# [TASK REQUIREMENTS]
Reproduce every entry below exactly, minus the pictures.

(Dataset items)
=====
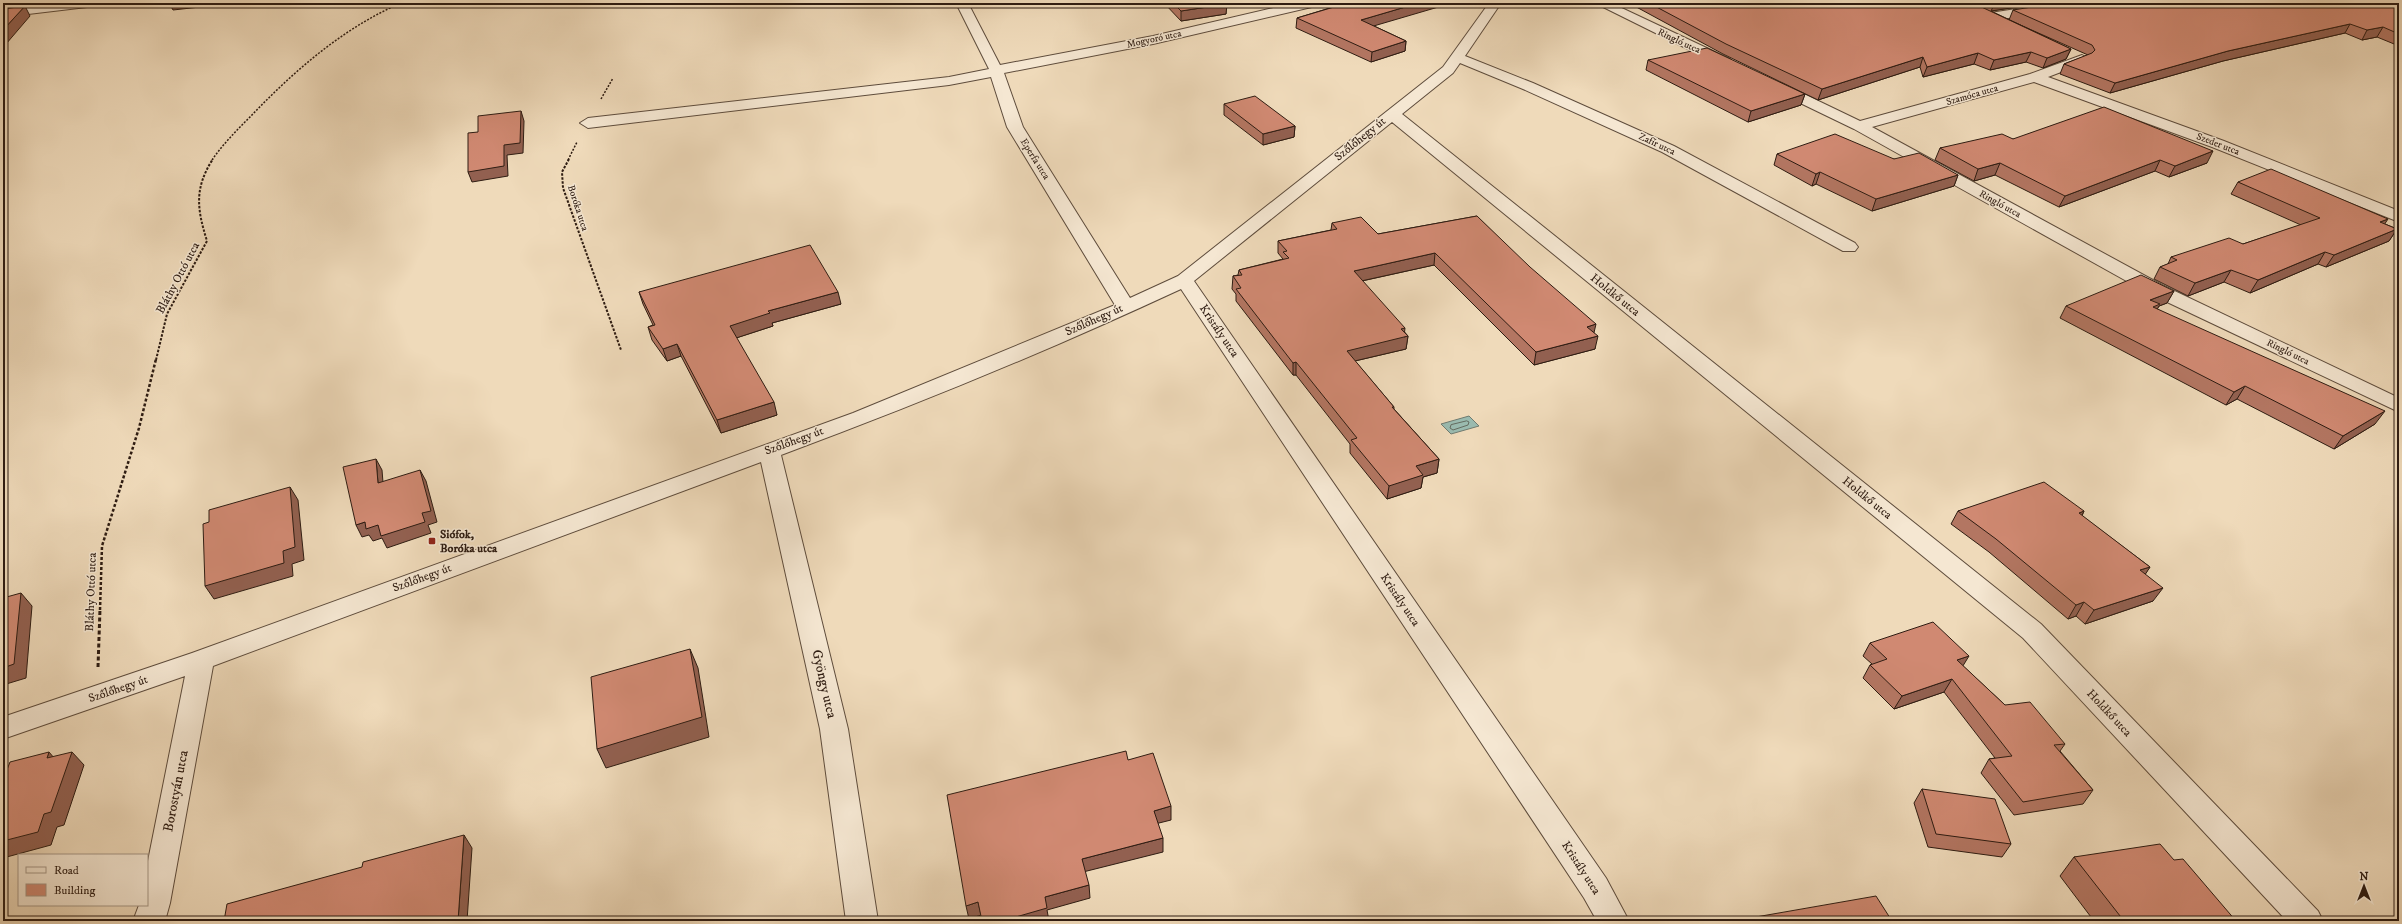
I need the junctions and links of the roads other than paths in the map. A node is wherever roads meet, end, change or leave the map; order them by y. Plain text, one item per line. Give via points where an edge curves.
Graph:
1 (87, 3) edge
2 (962, 3) edge
3 (1260, 3) edge
4 (1311, 3) edge
5 (1495, 3) edge
6 (1600, 3) edge
7 (2078, 3) edge
8 (1977, 12) edge
9 (3, 13) edge
10 (1272, 13) junction
11 (1990, 17) junction
12 (2011, 27) edge
13 (2068, 53) edge
14 (1456, 57) junction
15 (1737, 68) edge
16 (996, 71) junction
17 (2035, 77) junction
18 (1759, 78) edge
19 (1392, 114) junction
20 (588, 123) road end
21 (1859, 126) junction
22 (2399, 216) edge
23 (1849, 247) dead end
24 (1184, 280) junction
25 (1125, 306) junction
26 (2399, 406) edge
27 (769, 450) junction
28 (201, 660) junction
29 (3, 728) edge
30 (149, 921) edge
31 (862, 921) edge
32 (1613, 921) edge
33 (2307, 921) edge

1 - 9 street
2 - 16 street, Eperfa utca
3 - 10 street
4 - 10 street, Mogyoró utca
5 - 14 street, Szőlőhegy út
6 - 15 street, Ringló utca
7 - 11 street
8 - 11 street
10 - 16 street, Mogyoró utca
11 - 12 street
13 - 17 street, Szamóca utca via 2082,59
14 - 19 street, Szőlőhegy út via 1448,70
14 - 23 street, Zafír utca via 1528,86 1668,149
16 - 20 street, Mogyoró utca via 949,81
16 - 25 street, Eperfa utca via 1016,128
17 - 21 street, Szamóca utca
17 - 22 street, Szeder utca via 2218,144
18 - 21 street, Ringló utca
19 - 24 street, Szőlőhegy út
19 - 33 street, Holdkő utca via 2032,631
21 - 26 street, Ringló utca via 2155,289
24 - 25 street, Szőlőhegy út
24 - 32 street, Kristály utca via 1595,888
25 - 27 street, Szőlőhegy út via 1100,319 867,415
27 - 28 street, Szőlőhegy út
27 - 31 street, Gyöngy utca via 834,729
28 - 29 street, Szőlőhegy út
28 - 30 street, Borostyán utca via 155,903

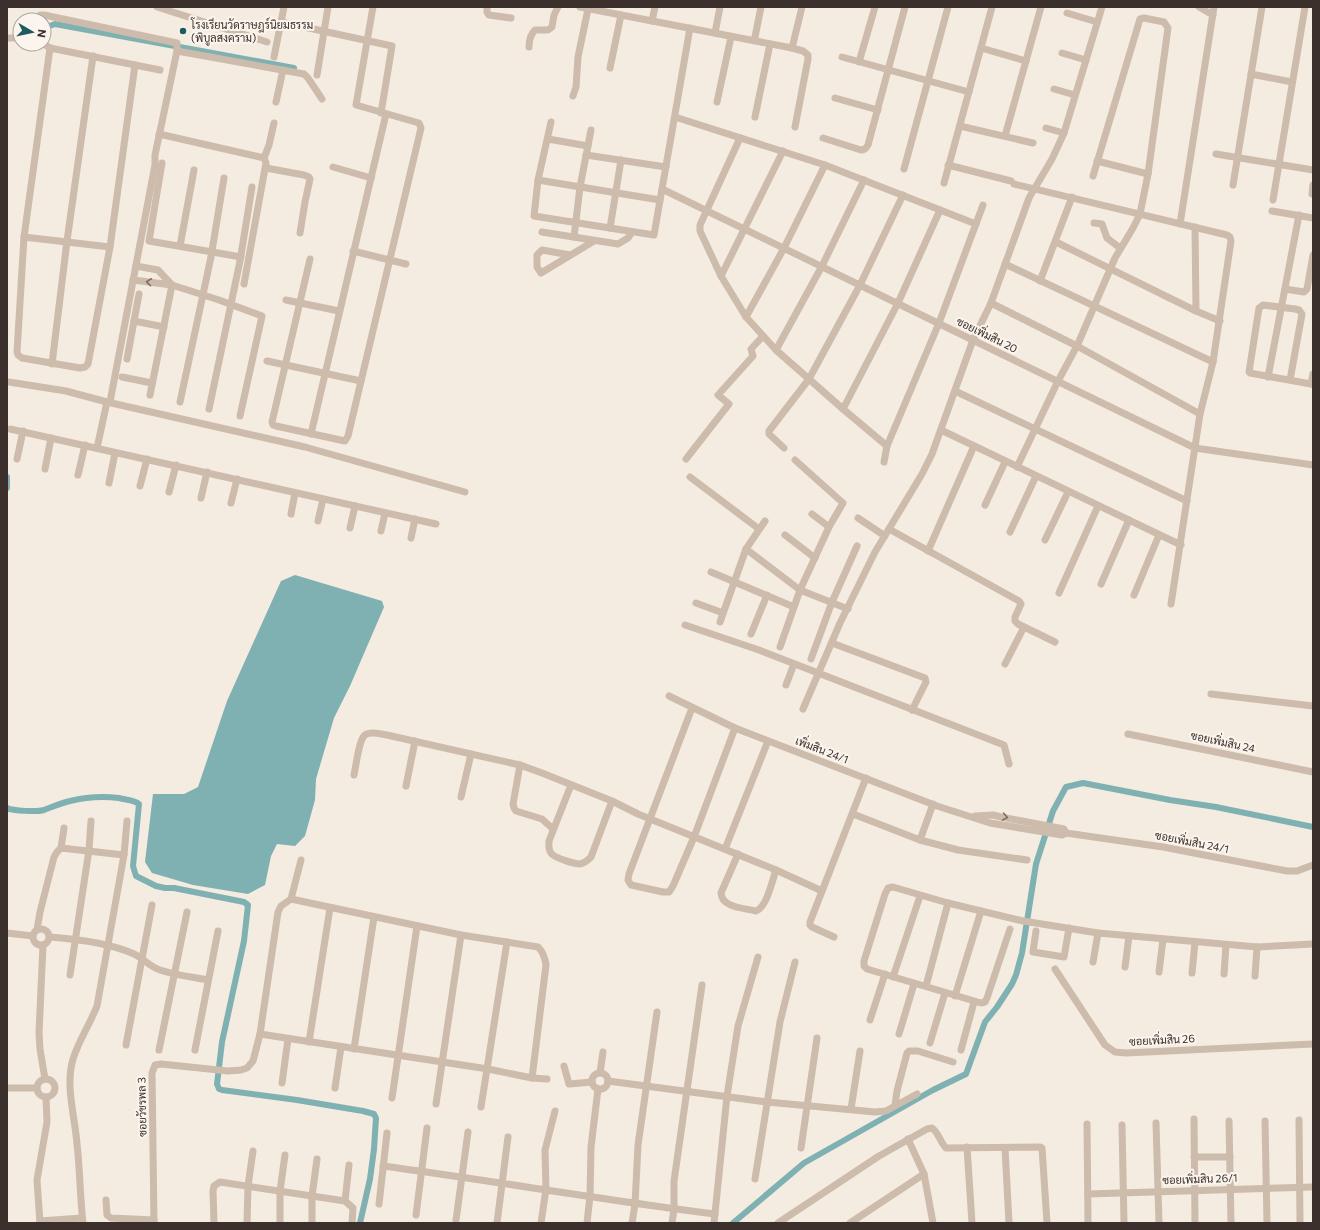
=====
# [ANSWER]
I need the junctions and links of the roads other than paths in the map. A node is wherever roads meet, end, change or leave the map; order them by y. Plain text, one item per line. Give via points where an edge curves.
Graph:
1 (87, 3) edge
2 (962, 3) edge
3 (1260, 3) edge
4 (1311, 3) edge
5 (1495, 3) edge
6 (1600, 3) edge
7 (2078, 3) edge
8 (1977, 12) edge
9 (3, 13) edge
10 (1272, 13) junction
11 (1990, 17) junction
12 (2011, 27) edge
13 (2068, 53) edge
14 (1456, 57) junction
15 (1737, 68) edge
16 (996, 71) junction
17 (2035, 77) junction
18 (1759, 78) edge
19 (1392, 114) junction
20 (588, 123) road end
21 (1859, 126) junction
22 (2399, 216) edge
23 (1849, 247) dead end
24 (1184, 280) junction
25 (1125, 306) junction
26 (2399, 406) edge
27 (769, 450) junction
28 (201, 660) junction
29 (3, 728) edge
30 (149, 921) edge
31 (862, 921) edge
32 (1613, 921) edge
33 (2307, 921) edge

1 - 9 street
2 - 16 street, Eperfa utca
3 - 10 street
4 - 10 street, Mogyoró utca
5 - 14 street, Szőlőhegy út
6 - 15 street, Ringló utca
7 - 11 street
8 - 11 street
10 - 16 street, Mogyoró utca
11 - 12 street
13 - 17 street, Szamóca utca via 2082,59
14 - 19 street, Szőlőhegy út via 1448,70
14 - 23 street, Zafír utca via 1528,86 1668,149
16 - 20 street, Mogyoró utca via 949,81
16 - 25 street, Eperfa utca via 1016,128
17 - 21 street, Szamóca utca
17 - 22 street, Szeder utca via 2218,144
18 - 21 street, Ringló utca
19 - 24 street, Szőlőhegy út
19 - 33 street, Holdkő utca via 2032,631
21 - 26 street, Ringló utca via 2155,289
24 - 25 street, Szőlőhegy út
24 - 32 street, Kristály utca via 1595,888
25 - 27 street, Szőlőhegy út via 1100,319 867,415
27 - 28 street, Szőlőhegy út
27 - 31 street, Gyöngy utca via 834,729
28 - 29 street, Szőlőhegy út
28 - 30 street, Borostyán utca via 155,903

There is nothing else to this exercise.